All of the Irish dance instructors at Camp Rince Ceol are former touring group members from such shows as Riverdance and Lord of the Dance. A list of instructors can be found on the Camp Rince Ceol website.

Camp Rince Ceol is open to campers ages 8 and up.

In addition to core Irish dancing classes, other classes include language, sports (hurling, rugby), show steps, behind the scenes, ballet, yoga, foot care, rhythm and timing, footwork, stage presence, and Irish dance and music history.

Camp Rince Ceol has been approved by An Coimisiun le Rinci Gaelacha as an "Open Workshop" for 2015 and therefore is exempt from any association/affiliation rules.

There are two locations:  Dunn School, Los Olivos, California and Union College in Schenectady, New York.

Camp Rince Ceol is open to all CLRG dancers. Dancers (including adults) from other organizations are welcome to attend the open platform camp that runs simultaneously with the adult course week.

Adults are invited to attend Camp Rince Ceol in New York during the week of July 5th through the 10th.

Family discounts are available. 

For more information please see Camp Rince Ceol’s website.

Wednesday, April 15, 2015

Four reasons why the family that dances together stays together

My cute kiddos and I!
photo by Christy Dorrity

Mothers and fathers who have children in Irish dance, and are dancers themselves, know of the joys that come from sharing Irish dance together.

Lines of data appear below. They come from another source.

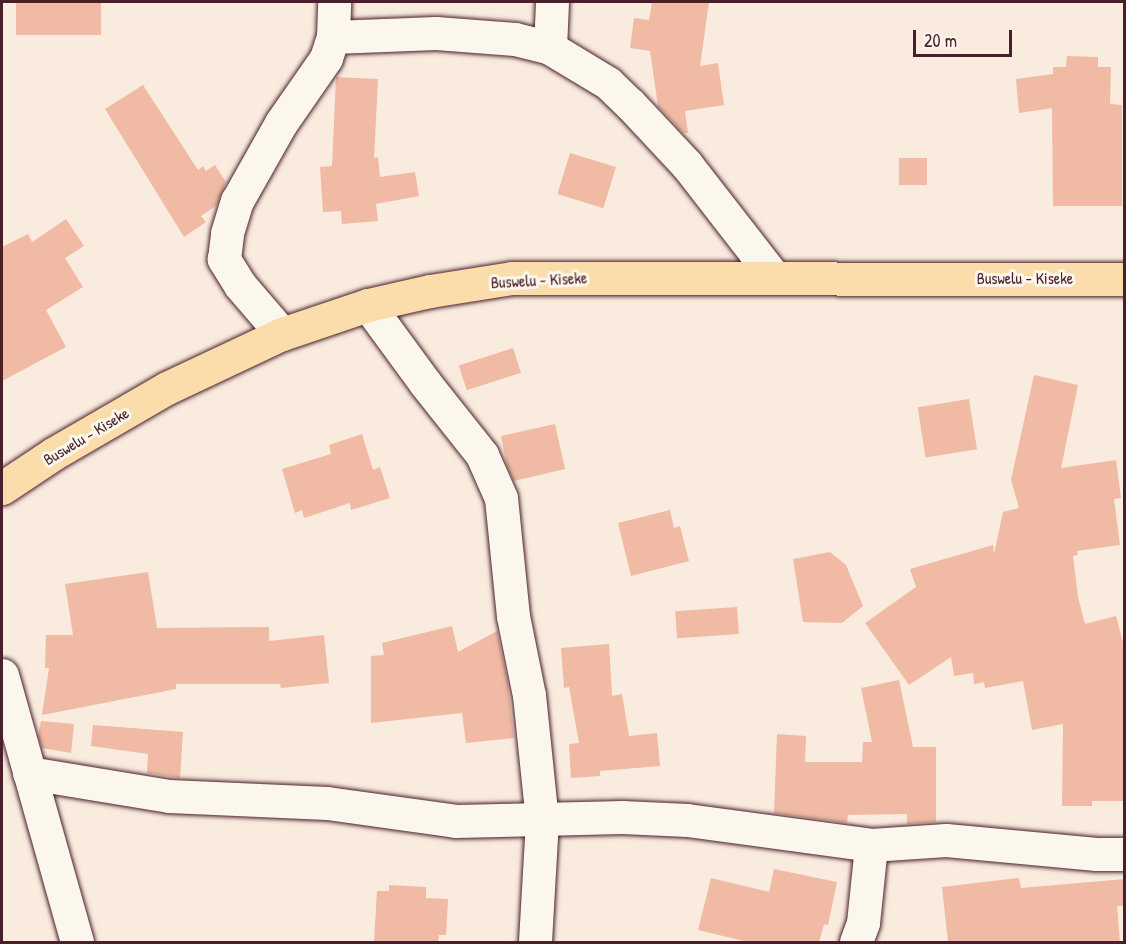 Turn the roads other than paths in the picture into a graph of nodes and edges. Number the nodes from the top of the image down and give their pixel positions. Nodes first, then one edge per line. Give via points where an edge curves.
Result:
1 (334, 2) edge
2 (552, 2) edge
3 (333, 37) junction
4 (550, 48) junction
5 (774, 277) junction
6 (1125, 279) edge
7 (368, 305) junction
8 (282, 334) junction
9 (2, 488) edge
10 (2, 675) edge
11 (29, 773) junction
12 (542, 820) junction
13 (871, 845) junction
14 (1125, 854) edge
15 (77, 942) edge
16 (535, 942) edge
17 (856, 942) edge

1 - 3 street
2 - 4 street
3 - 4 street via 436,33 515,39
3 - 8 street via 326,58 281,123 237,201 226,233 224,259 240,285
4 - 5 street via 608,82 630,104 687,165
5 - 6 main road, Buswelu - Kiseke
5 - 7 main road, Buswelu - Kiseke via 512,278
7 - 8 main road, Buswelu - Kiseke
7 - 12 street via 482,455 501,498 513,616 529,695
8 - 9 main road, Buswelu - Kiseke via 167,388
10 - 11 street
11 - 12 street via 169,796 327,803 456,820
11 - 15 street
12 - 13 street via 687,820
12 - 16 street
13 - 14 street via 946,840
13 - 17 street via 863,922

There are real advantages to having family members dance together.  Here are a few:

1-Saving time and money

Can that be a typo?  How could anyone think that including more children in dance would ever be less expensive?

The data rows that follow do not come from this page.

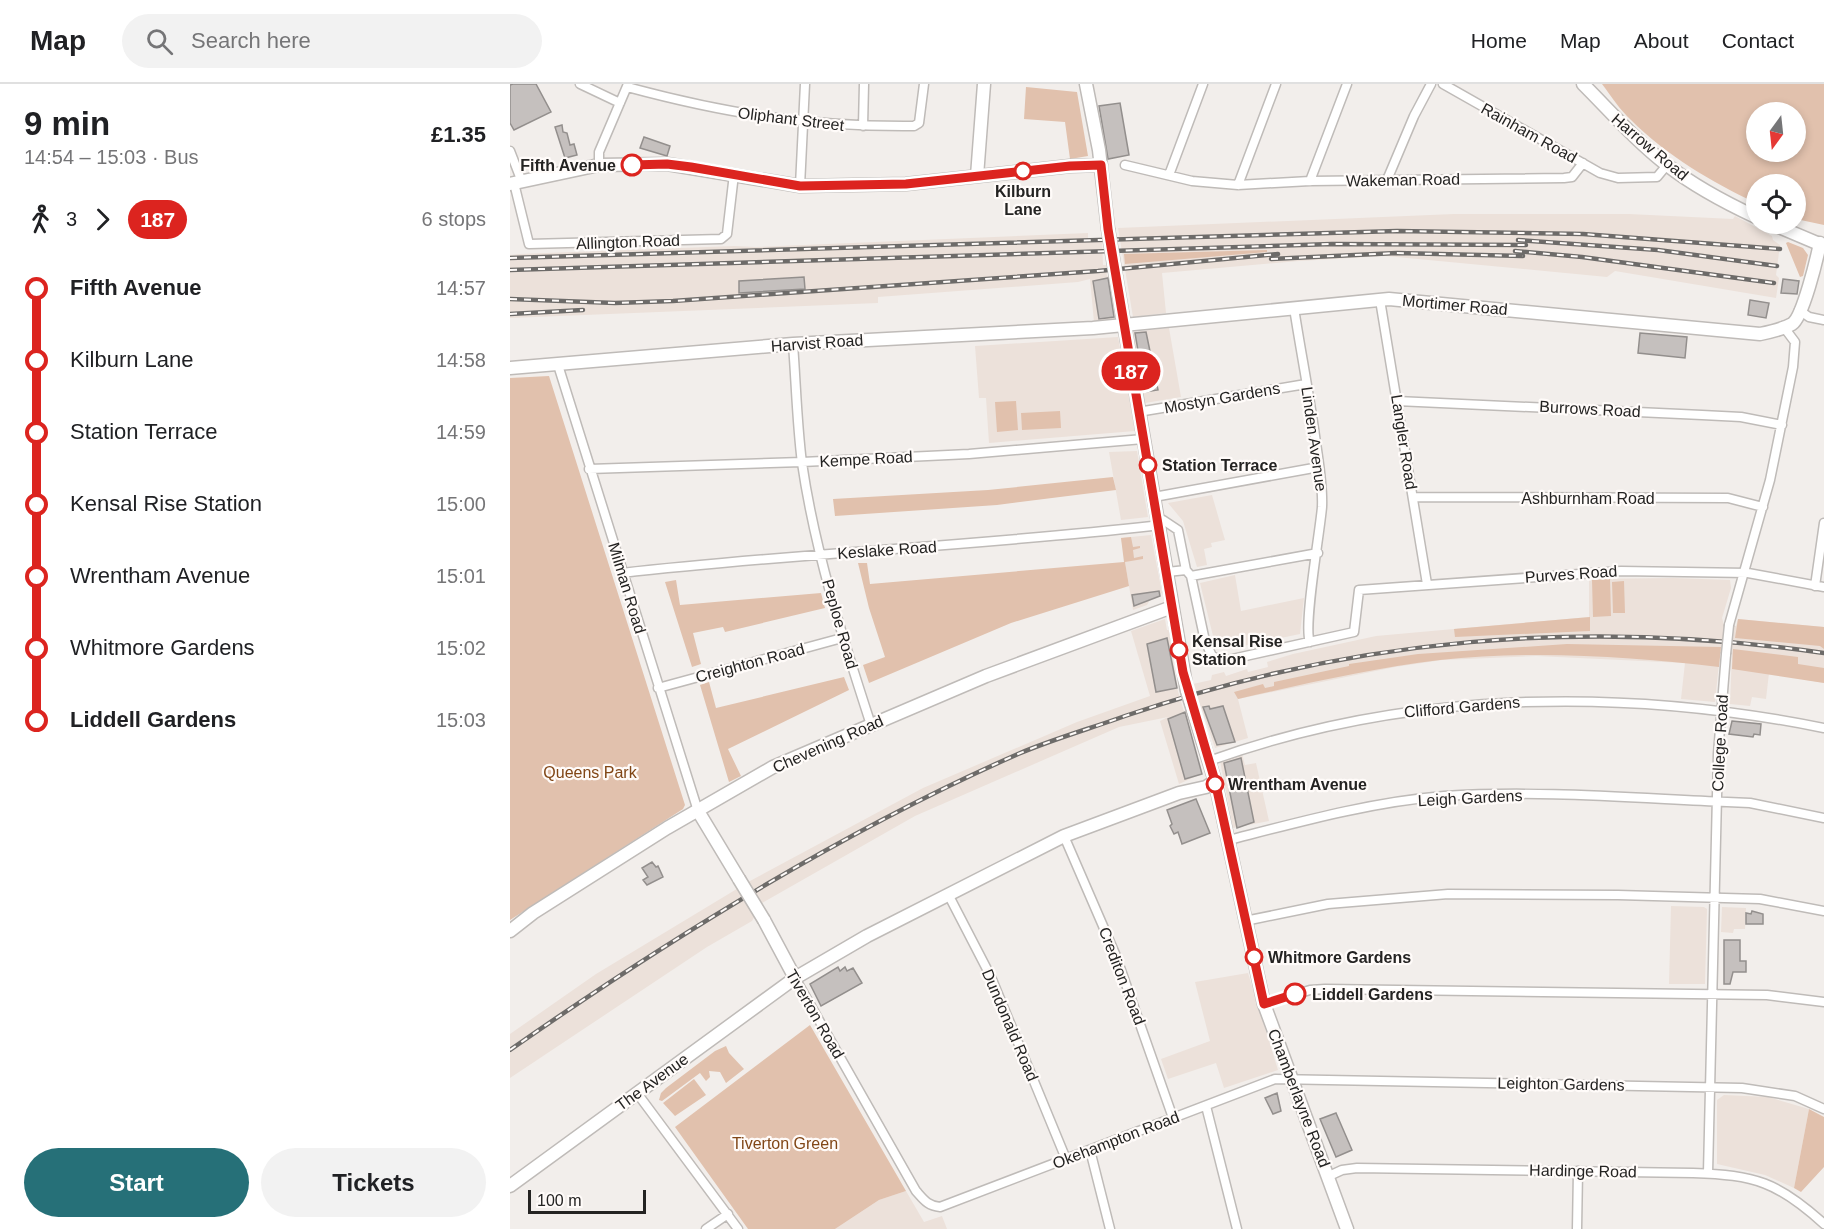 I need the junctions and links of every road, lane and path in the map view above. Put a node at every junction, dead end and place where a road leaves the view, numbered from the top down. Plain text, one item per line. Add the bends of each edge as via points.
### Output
1 (580, 84) edge
2 (805, 84) edge
3 (864, 84) edge
4 (924, 84) edge
5 (984, 84) edge
6 (1086, 84) edge
7 (1203, 84) edge
8 (1276, 84) edge
9 (1347, 84) edge
10 (1431, 84) edge
11 (1443, 84) edge
12 (1583, 84) edge
13 (628, 86) edge
14 (620, 103) junction
15 (802, 123) junction
16 (863, 126) junction
17 (510, 151) edge
18 (1584, 164) junction
19 (599, 165) junction
20 (1101, 165) junction
21 (1125, 165) dead end
22 (1667, 165) junction
23 (734, 174) junction
24 (1169, 175) junction
25 (977, 176) junction
26 (1387, 180) junction
27 (1310, 182) junction
28 (515, 183) edge
29 (1238, 185) junction
30 (800, 186) junction
31 (1746, 212) edge
32 (1798, 234) edge
33 (1823, 244) edge
34 (1380, 300) junction
35 (1294, 308) junction
36 (1798, 310) junction
37 (1824, 320) edge
38 (1125, 326) junction
39 (1784, 326) junction
40 (793, 344) junction
41 (558, 365) junction
42 (510, 368) edge
43 (1306, 384) junction
44 (1397, 401) junction
45 (1138, 412) junction
46 (1782, 425) junction
47 (1143, 439) junction
48 (802, 462) junction
49 (1319, 467) junction
50 (590, 469) junction
51 (1154, 497) junction
52 (1413, 497) junction
53 (1763, 507) junction
54 (1155, 523) junction
55 (1824, 523) edge
56 (1318, 553) junction
57 (821, 555) junction
58 (1167, 572) junction
59 (622, 573) junction
60 (1189, 573) junction
61 (1744, 574) junction
62 (1427, 584) junction
63 (1819, 586) edge
64 (1172, 607) junction
65 (842, 638) junction
66 (1310, 642) junction
67 (658, 687) junction
68 (1720, 710) junction
69 (871, 725) junction
70 (1824, 728) edge
71 (1209, 761) junction
72 (1215, 781) junction
73 (1716, 801) junction
74 (698, 811) junction
75 (1824, 818) edge
76 (1064, 836) junction
77 (1229, 840) junction
78 (948, 894) junction
79 (1714, 898) junction
80 (1824, 911) edge
81 (1245, 921) junction
82 (510, 931) edge
83 (795, 978) junction
84 (1712, 994) junction
85 (1824, 1002) edge
86 (1264, 1004) junction
87 (1293, 1079) junction
88 (1709, 1087) junction
89 (637, 1093) junction
90 (1206, 1106) junction
91 (1824, 1109) edge
92 (1173, 1118) junction
93 (1090, 1150) junction
94 (1065, 1159) junction
95 (1578, 1171) junction
96 (1708, 1173) junction
97 (1329, 1176) junction
98 (510, 1186) edge
99 (940, 1207) joint
100 (728, 1214) junction
101 (1824, 1224) edge
102 (706, 1229) edge
103 (738, 1229) edge
104 (1110, 1229) edge
105 (1237, 1229) edge
106 (1347, 1229) edge
107 (1577, 1229) edge

1 - 14 street
2 - 15 street
3 - 16 street
4 - 16 street, Oliphant Street via 919,123
5 - 25 street
6 - 20 street, Chamberlayne Road
7 - 24 street
8 - 29 street
9 - 27 street
10 - 26 street
11 - 18 street, Rainham Road
12 - 22 street, Harrow Road
13 - 14 street
13 - 15 street, Oliphant Street via 720,110
14 - 19 street via 599,152
15 - 16 street, Oliphant Street
15 - 30 street
17 - 28 street
18 - 22 street via 1611,177 1637,179 1657,177
18 - 26 street, Wakeman Road via 1572,177 1564,178
19 - 23 street via 667,164
19 - 28 street
20 - 25 street
20 - 38 street, Chamberlayne Road, bridge
21 - 24 street, Wakeman Road
22 - 31 street, Harrow Road
23 - 28 street, Allington Road via 727,234 721,239 529,244
23 - 30 street
24 - 29 street, Wakeman Road
25 - 30 street via 906,184
26 - 27 street, Wakeman Road
27 - 29 street, Wakeman Road
32 - 33 street
33 - 36 street
34 - 35 street, Mortimer Road
34 - 39 street, Mortimer Road via 1753,334
34 - 44 street, Langler Road
35 - 38 street, Mortimer Road
35 - 43 street, Linden Avenue
36 - 37 street
36 - 39 street via 1793,323
38 - 40 street, Harvist Road
38 - 45 street, Chamberlayne Road
39 - 46 street, College Road via 1795,346
40 - 41 street, Harvist Road
40 - 48 street, Peploe Road
41 - 42 street, Harvist Road
41 - 50 street, Milman Road
43 - 45 street, Mostyn Gardens
43 - 49 street, Linden Avenue
44 - 46 street, Burrows Road via 1702,414
44 - 52 street, Langler Road
45 - 47 street, Chamberlayne Road
46 - 53 street, College Road
47 - 48 street, Kempe Road
47 - 51 street, Chamberlayne Road
48 - 50 street, Kempe Road
48 - 57 street, Peploe Road
49 - 51 street
49 - 56 street, Linden Avenue via 1322,505
50 - 59 street, Milman Road
51 - 54 street, Chamberlayne Road
52 - 53 street, Ashburnham Road via 1728,498
52 - 62 street, Langler Road
53 - 61 street, College Road
54 - 57 street, Keslake Road
54 - 58 street, Chamberlayne Road
54 - 60 street via 1163,519 1178,530
55 - 63 street
56 - 60 street
56 - 66 street, Linden Avenue via 1309,612
57 - 59 street, Keslake Road
57 - 65 street, Peploe Road
58 - 60 street
58 - 64 street, Chamberlayne Road
59 - 67 street, Milman Road
60 - 66 street via 1208,651 1216,659 1228,662
61 - 62 street, Purves Road via 1589,572
61 - 63 street, Purves Road
61 - 68 street, College Road, bridge via 1729,626
62 - 66 street, Purves Road via 1359,590 1354,632
64 - 69 street, Chevening Road via 986,676
64 - 71 street, Chamberlayne Road, bridge via 1186,686
65 - 67 street, Creighton Road
65 - 69 street, Peploe Road
67 - 74 street, Milman Road
68 - 70 street, Clifford Gardens
68 - 71 street, Clifford Gardens via 1600,702 1458,705 1344,723
68 - 73 street, College Road
69 - 74 street, Chevening Road via 773,767
71 - 72 street, Chamberlayne Road
72 - 76 street
72 - 77 street, Chamberlayne Road
73 - 75 street, Leigh Gardens via 1750,803
73 - 77 street, Leigh Gardens via 1443,796 1329,815
73 - 79 street, College Road
74 - 82 street, Chevening Road
74 - 83 street, Tiverton Road, bridge
76 - 78 street
76 - 92 street, Crediton Road via 1116,956
77 - 81 street, Chamberlayne Road
78 - 83 street
78 - 94 street, Dundonald Road via 991,977
79 - 80 street via 1760,899
79 - 81 street via 1448,894 1328,904
79 - 84 street, College Road
81 - 86 street, Chamberlayne Road
83 - 89 street, The Avenue
83 - 99 street, Tiverton Road via 916,1191 927,1204
84 - 85 street
84 - 86 street via 1325,988
84 - 88 street, College Road
86 - 87 street, Chamberlayne Road
87 - 88 street, Leighton Gardens
87 - 90 street, Okehampton Road via 1275,1079
87 - 97 street, Chamberlayne Road
88 - 91 street, Leighton Gardens via 1781,1092
88 - 96 street, College Road
89 - 98 street, The Avenue
89 - 100 street
90 - 92 street, Okehampton Road
90 - 105 street
92 - 93 street, Okehampton Road
93 - 94 street, Okehampton Road
93 - 104 street
94 - 99 street, Okehampton Road
95 - 96 street, Hardinge Road
95 - 97 street, Hardinge Road via 1357,1168
95 - 107 street
96 - 101 street, Hardinge Road via 1768,1184 1796,1199
97 - 106 street, Chamberlayne Road
100 - 102 street
100 - 103 street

Families who have many children understand how hectic life can be when each child is going in a different direction--soccer on Tuesday, dance on Wednesday, piano on Thursday, and so on. When a majority of the family does the same activity, there is less running around and juggling of schedules.
 Many dance schools offer family discounts and most feiseanna have a family maximum on fees.
Expensive shoes and costumes can be passed down to younger siblings. Melissa Cleverly, an adult dancer, and mother of dancers in Utah says, "I just put shoes that are too small in a bin, and when a younger sibling needs a pair of shoes we go to the shoe bin to get pair of shoes."

2-Family bonding time

Not only do parents and children enjoy one another's company at practices and performance, but even the travel time can be a perfect opportunity for sharing and quality heart-to-hearts. Many families turn competition weekends into vacations, or family vacations into competition weekends. Rachel Joy, adult Irish dancer from Beaton School of Irish Dance in Maryland, says, "Driving to and from feiseanna is the best time; parent/child competitions are fun too!"
Performing together in recitals or in parent/child competitions strengthens relationships. Each family member feels the rush of cheering for a sibling or child and sharing in their triumphs and pitfalls.

3-Promoting Exercise

Dancing by its very nature encourages parents and kiddos to get up off the couch and do something active.  Dance class fosters stamina, perseverance and endurance.  Even practice time at home counts as a calorie-burning, heart-helping activity. When children see their parents doing something active to stay healthy, you can bet there are healthy habits forming.

4-Encouraging Dreaming

How great is it for kids to see their parents making goals, then working toward them with vigor? "We all practice together and are at dance together," says Cleverly. "It is so fun to have this common interest in our family. Everyone in our family has something in common with one another." Adults who go to practice and work toward a future goal give their kids the gift of ambition and the belief that they, too, can do anything they put their mind to.